WHAT YOU HAVE TO DO
Look for the word "Salaam" in the entries below, then copy every line that has it.

═════ MATERIAL FOR THIS TASK ═════

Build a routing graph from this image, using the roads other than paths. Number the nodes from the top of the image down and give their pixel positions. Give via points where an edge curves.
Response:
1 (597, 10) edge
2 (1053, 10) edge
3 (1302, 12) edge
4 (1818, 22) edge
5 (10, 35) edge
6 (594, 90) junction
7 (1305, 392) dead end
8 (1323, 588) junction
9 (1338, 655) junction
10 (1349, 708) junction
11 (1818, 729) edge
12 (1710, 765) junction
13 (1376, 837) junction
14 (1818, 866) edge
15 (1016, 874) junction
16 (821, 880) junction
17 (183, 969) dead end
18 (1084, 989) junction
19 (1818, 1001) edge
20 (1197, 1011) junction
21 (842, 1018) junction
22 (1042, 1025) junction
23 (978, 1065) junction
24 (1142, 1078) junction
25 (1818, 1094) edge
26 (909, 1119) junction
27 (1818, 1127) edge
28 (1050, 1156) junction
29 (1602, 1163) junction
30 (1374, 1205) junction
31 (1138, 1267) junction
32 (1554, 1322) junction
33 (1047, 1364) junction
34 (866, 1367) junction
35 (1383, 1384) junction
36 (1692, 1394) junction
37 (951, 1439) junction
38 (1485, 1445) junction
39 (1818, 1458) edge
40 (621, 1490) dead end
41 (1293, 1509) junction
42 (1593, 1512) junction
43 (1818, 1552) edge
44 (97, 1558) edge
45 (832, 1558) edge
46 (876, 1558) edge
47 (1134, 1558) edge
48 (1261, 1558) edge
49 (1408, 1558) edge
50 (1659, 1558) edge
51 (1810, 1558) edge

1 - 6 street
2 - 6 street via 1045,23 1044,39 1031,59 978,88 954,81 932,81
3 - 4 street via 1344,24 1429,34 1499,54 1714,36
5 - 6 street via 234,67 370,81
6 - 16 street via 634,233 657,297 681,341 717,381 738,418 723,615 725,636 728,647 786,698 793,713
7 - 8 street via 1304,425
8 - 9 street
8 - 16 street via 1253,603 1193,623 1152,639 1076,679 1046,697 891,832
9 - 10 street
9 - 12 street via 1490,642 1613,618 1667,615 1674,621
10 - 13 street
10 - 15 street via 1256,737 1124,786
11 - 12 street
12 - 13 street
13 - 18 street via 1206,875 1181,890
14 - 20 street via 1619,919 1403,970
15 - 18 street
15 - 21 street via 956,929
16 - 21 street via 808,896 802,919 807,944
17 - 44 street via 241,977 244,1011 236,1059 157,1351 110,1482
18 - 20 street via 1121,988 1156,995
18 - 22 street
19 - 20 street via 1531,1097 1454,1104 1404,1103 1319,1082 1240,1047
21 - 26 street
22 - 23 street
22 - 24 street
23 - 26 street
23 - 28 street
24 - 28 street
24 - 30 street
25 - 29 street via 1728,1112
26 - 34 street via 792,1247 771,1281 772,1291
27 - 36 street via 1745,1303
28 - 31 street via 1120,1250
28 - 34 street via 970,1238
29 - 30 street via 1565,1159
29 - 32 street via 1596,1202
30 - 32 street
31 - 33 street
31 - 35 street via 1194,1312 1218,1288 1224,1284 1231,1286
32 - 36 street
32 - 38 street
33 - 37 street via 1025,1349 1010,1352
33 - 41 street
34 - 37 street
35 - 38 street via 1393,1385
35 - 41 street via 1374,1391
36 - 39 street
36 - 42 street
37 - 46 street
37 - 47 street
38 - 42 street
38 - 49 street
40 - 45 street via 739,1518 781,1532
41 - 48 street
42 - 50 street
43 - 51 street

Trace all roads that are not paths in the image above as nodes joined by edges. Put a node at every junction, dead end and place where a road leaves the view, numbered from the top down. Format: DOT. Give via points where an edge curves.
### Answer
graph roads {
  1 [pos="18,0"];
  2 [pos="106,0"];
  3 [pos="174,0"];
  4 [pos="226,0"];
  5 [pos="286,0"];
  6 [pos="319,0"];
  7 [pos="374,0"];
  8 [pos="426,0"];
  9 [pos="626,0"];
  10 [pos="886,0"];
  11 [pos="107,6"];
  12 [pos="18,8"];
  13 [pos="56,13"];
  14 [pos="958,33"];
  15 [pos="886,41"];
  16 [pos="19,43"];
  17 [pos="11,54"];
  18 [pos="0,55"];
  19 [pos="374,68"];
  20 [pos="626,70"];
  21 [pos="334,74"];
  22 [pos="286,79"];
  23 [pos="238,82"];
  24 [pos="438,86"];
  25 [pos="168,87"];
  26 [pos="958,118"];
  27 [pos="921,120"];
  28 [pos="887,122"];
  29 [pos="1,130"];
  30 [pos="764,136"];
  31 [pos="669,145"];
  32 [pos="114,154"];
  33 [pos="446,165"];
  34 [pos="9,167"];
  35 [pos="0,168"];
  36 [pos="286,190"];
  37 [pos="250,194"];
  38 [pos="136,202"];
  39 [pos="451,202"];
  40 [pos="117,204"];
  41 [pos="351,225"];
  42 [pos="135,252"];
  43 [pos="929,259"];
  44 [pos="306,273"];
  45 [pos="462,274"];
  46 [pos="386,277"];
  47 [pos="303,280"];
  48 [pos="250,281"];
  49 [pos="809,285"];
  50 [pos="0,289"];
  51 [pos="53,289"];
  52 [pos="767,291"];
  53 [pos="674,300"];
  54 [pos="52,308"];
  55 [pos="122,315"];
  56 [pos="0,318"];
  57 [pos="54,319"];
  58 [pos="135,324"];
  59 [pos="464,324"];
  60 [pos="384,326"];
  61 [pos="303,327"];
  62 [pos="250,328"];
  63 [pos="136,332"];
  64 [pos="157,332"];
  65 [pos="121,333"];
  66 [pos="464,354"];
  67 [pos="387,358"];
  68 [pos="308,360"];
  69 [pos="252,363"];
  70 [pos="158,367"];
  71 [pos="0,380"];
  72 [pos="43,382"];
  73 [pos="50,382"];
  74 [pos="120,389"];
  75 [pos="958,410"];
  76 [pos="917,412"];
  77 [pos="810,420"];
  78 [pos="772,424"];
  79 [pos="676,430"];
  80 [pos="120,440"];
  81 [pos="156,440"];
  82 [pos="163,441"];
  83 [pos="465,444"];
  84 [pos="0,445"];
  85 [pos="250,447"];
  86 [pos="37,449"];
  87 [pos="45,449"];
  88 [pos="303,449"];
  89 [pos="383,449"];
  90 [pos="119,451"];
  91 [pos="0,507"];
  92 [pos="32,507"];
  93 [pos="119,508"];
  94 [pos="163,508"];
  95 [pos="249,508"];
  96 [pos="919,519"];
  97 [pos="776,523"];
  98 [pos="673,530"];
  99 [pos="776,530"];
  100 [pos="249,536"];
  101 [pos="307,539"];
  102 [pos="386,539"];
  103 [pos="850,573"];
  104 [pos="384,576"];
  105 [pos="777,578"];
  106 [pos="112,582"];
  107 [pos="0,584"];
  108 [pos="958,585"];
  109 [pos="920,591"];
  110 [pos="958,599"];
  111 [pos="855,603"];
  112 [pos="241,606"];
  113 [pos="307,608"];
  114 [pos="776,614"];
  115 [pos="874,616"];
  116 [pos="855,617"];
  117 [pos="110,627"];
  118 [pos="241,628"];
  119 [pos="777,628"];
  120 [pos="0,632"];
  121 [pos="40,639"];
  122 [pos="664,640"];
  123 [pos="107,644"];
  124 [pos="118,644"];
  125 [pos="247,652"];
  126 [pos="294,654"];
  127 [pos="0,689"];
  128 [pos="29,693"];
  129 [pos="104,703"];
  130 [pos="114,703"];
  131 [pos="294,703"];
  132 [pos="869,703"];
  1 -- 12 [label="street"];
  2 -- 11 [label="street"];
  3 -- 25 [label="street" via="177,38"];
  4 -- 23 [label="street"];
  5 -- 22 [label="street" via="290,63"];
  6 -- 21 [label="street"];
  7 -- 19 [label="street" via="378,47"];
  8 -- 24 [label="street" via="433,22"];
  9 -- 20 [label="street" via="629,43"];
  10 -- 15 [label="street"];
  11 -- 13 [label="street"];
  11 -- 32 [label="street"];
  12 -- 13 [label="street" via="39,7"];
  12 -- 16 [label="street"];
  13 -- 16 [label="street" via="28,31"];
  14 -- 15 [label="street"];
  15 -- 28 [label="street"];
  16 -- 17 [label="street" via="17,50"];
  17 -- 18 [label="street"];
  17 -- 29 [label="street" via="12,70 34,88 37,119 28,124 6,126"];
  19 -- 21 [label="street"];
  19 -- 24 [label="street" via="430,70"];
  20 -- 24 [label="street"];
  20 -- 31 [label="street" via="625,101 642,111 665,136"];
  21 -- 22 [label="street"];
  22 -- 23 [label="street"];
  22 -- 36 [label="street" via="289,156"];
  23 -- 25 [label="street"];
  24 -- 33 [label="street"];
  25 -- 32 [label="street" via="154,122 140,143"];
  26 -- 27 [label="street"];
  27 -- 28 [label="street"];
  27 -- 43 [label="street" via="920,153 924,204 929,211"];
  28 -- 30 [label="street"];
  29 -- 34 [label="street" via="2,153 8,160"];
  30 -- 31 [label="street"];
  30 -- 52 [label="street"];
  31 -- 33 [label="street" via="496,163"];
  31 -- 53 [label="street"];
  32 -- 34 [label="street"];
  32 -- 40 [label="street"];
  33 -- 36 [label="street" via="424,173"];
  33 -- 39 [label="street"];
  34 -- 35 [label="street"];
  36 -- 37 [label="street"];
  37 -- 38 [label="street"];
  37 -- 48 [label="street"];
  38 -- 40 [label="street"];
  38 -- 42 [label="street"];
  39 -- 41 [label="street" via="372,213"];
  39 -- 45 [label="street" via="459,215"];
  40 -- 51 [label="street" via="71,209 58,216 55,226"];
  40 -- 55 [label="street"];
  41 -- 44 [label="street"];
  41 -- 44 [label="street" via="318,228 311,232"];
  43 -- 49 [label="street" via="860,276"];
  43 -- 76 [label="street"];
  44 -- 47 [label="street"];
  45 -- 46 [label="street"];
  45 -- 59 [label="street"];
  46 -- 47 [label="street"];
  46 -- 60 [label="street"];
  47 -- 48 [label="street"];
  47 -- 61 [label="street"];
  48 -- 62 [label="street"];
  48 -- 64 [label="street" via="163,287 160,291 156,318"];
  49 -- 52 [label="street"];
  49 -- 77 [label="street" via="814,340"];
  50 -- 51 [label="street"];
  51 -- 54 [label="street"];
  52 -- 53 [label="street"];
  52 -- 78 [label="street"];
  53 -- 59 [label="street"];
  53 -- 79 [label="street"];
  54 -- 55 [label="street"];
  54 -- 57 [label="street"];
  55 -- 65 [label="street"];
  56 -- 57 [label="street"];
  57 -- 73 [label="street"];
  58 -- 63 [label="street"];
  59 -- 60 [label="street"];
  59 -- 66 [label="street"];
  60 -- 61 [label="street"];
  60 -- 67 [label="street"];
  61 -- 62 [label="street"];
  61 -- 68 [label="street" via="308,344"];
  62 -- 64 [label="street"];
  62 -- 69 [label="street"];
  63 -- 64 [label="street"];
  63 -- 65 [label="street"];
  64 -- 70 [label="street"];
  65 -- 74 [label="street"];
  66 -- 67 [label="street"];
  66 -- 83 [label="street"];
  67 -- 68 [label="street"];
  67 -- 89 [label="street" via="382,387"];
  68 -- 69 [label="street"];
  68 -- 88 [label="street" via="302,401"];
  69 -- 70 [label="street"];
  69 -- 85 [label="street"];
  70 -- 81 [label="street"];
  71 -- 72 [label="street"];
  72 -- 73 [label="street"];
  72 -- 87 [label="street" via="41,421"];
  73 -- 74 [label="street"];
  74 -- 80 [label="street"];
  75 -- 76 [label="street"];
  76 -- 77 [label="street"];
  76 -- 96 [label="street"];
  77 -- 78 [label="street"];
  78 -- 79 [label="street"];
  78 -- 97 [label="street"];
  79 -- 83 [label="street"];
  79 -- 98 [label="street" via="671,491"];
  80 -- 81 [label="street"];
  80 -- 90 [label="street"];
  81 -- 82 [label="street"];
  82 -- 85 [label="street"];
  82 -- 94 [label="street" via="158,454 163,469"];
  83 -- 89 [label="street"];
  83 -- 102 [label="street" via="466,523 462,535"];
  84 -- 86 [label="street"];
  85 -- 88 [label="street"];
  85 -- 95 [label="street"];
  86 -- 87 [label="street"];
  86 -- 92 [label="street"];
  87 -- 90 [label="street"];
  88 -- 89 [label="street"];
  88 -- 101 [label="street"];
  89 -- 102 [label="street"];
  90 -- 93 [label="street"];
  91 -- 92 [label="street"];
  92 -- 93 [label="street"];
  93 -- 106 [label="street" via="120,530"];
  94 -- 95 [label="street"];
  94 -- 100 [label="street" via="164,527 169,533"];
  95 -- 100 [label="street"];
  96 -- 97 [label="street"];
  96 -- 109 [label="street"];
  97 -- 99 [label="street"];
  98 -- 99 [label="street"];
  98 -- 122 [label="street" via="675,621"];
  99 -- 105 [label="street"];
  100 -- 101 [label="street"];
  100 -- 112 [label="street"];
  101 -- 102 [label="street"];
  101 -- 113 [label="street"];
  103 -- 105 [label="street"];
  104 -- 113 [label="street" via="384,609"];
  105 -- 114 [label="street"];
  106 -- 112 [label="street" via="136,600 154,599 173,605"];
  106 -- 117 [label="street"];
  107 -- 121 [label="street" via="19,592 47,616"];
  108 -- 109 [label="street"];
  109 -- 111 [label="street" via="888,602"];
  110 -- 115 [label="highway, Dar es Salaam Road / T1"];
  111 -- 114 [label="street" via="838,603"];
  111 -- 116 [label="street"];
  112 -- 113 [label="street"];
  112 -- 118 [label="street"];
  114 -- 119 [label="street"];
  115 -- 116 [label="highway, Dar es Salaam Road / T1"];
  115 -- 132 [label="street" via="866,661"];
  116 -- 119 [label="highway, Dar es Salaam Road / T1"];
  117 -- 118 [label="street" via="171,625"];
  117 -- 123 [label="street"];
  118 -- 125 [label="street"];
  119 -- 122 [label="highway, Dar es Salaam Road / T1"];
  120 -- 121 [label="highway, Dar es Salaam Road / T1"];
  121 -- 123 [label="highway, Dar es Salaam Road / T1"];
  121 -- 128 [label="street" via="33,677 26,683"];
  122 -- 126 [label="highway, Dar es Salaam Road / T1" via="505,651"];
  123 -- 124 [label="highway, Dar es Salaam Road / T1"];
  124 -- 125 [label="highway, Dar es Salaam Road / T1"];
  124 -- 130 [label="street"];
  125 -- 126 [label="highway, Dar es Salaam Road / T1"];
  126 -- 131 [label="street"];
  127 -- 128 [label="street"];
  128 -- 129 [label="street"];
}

═════

ANSWER BOX
  110 -- 115 [label="highway, Dar es Salaam Road / T1"];
  115 -- 116 [label="highway, Dar es Salaam Road / T1"];
  116 -- 119 [label="highway, Dar es Salaam Road / T1"];
  119 -- 122 [label="highway, Dar es Salaam Road / T1"];
  120 -- 121 [label="highway, Dar es Salaam Road / T1"];
  121 -- 123 [label="highway, Dar es Salaam Road / T1"];
  122 -- 126 [label="highway, Dar es Salaam Road / T1" via="505,651"];
  123 -- 124 [label="highway, Dar es Salaam Road / T1"];
  124 -- 125 [label="highway, Dar es Salaam Road / T1"];
  125 -- 126 [label="highway, Dar es Salaam Road / T1"];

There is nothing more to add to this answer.